/---

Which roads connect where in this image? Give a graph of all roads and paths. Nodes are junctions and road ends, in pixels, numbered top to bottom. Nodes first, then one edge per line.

\---
/---

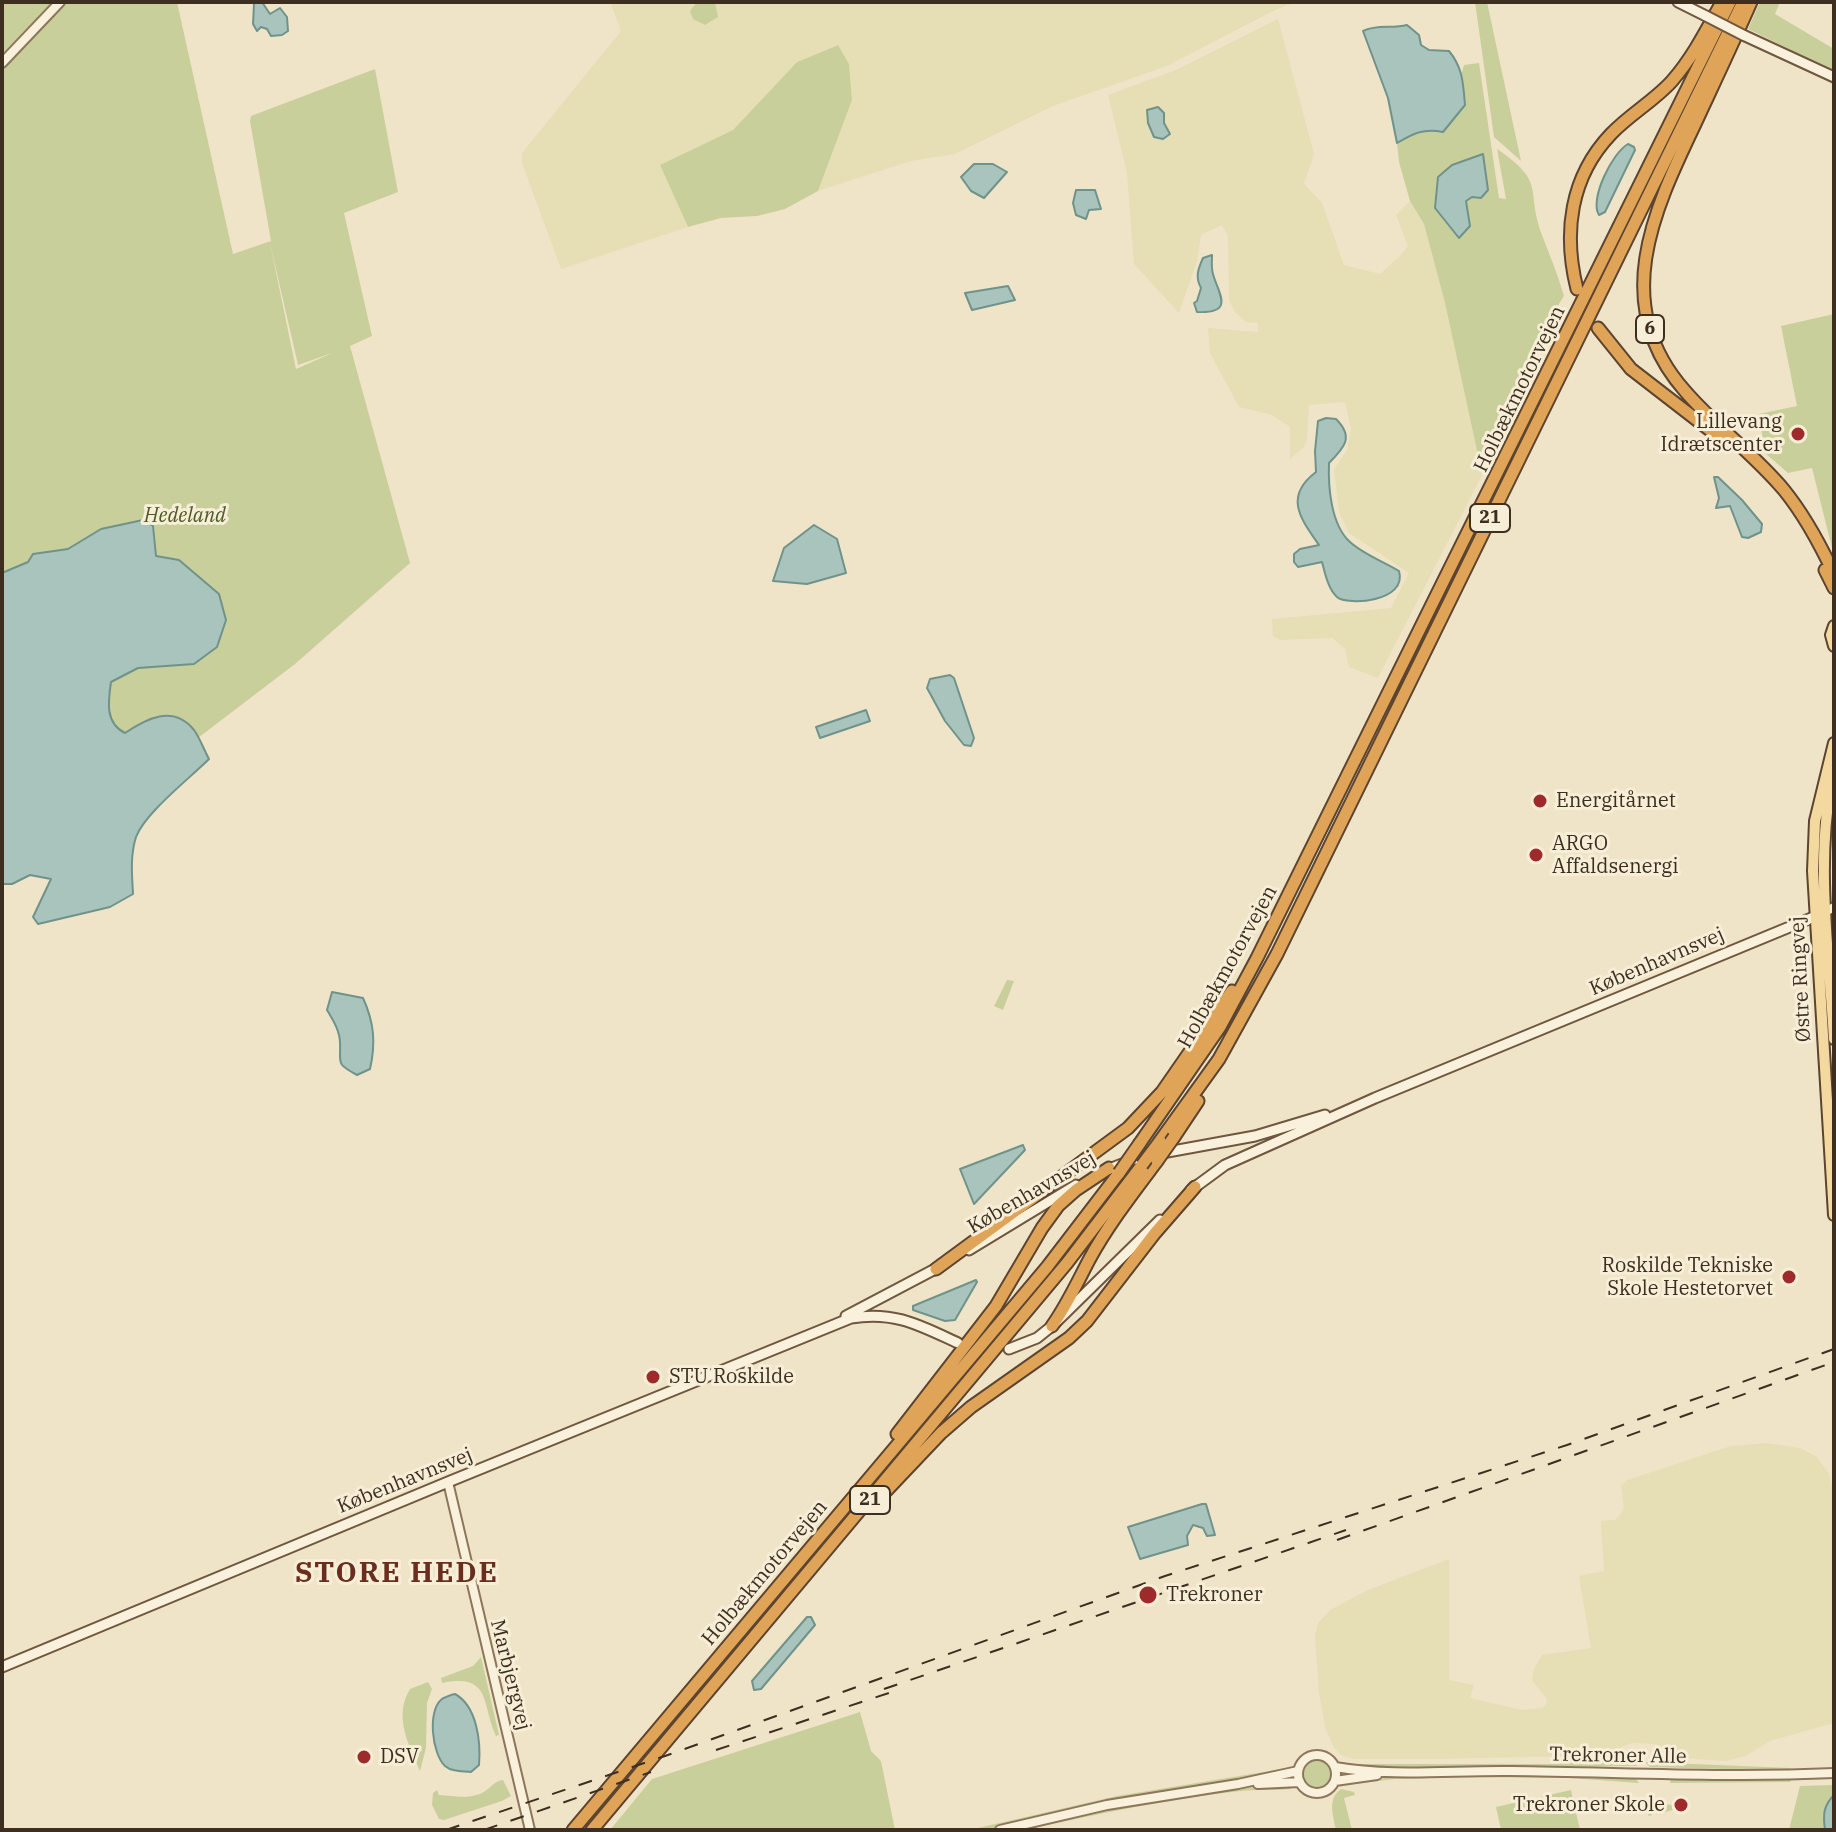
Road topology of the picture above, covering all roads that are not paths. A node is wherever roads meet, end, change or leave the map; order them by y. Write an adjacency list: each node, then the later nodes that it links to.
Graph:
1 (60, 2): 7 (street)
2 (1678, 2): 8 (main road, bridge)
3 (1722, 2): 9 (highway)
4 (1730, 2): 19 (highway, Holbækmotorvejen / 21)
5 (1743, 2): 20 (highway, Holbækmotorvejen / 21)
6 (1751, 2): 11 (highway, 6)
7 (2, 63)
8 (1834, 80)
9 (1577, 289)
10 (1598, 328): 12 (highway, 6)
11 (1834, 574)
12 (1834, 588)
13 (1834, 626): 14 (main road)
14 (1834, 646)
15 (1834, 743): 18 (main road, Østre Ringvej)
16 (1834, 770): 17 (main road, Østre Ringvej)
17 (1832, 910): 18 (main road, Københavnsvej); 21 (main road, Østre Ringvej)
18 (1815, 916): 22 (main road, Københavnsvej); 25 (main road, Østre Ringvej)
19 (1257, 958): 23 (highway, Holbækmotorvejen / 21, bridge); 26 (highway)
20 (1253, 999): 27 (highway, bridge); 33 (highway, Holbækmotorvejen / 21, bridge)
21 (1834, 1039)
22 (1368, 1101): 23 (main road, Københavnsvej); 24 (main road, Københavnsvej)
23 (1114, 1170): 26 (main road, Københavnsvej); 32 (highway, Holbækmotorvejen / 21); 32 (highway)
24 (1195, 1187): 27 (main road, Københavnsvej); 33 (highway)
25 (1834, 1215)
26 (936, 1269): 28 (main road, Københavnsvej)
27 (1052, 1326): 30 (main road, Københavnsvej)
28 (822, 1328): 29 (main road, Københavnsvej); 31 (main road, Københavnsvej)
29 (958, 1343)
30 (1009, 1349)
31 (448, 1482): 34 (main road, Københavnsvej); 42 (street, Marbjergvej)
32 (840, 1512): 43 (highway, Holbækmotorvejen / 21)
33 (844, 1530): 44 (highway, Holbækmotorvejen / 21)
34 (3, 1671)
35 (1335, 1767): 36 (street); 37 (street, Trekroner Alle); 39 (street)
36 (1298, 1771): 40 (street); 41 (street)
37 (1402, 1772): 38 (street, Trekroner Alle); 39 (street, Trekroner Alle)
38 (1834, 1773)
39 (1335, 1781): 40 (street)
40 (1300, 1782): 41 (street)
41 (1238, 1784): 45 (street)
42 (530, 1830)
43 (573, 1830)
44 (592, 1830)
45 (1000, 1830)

\---

• _What you should do_
Give only the number of lines above holding "roads".

• _Exercise response_
2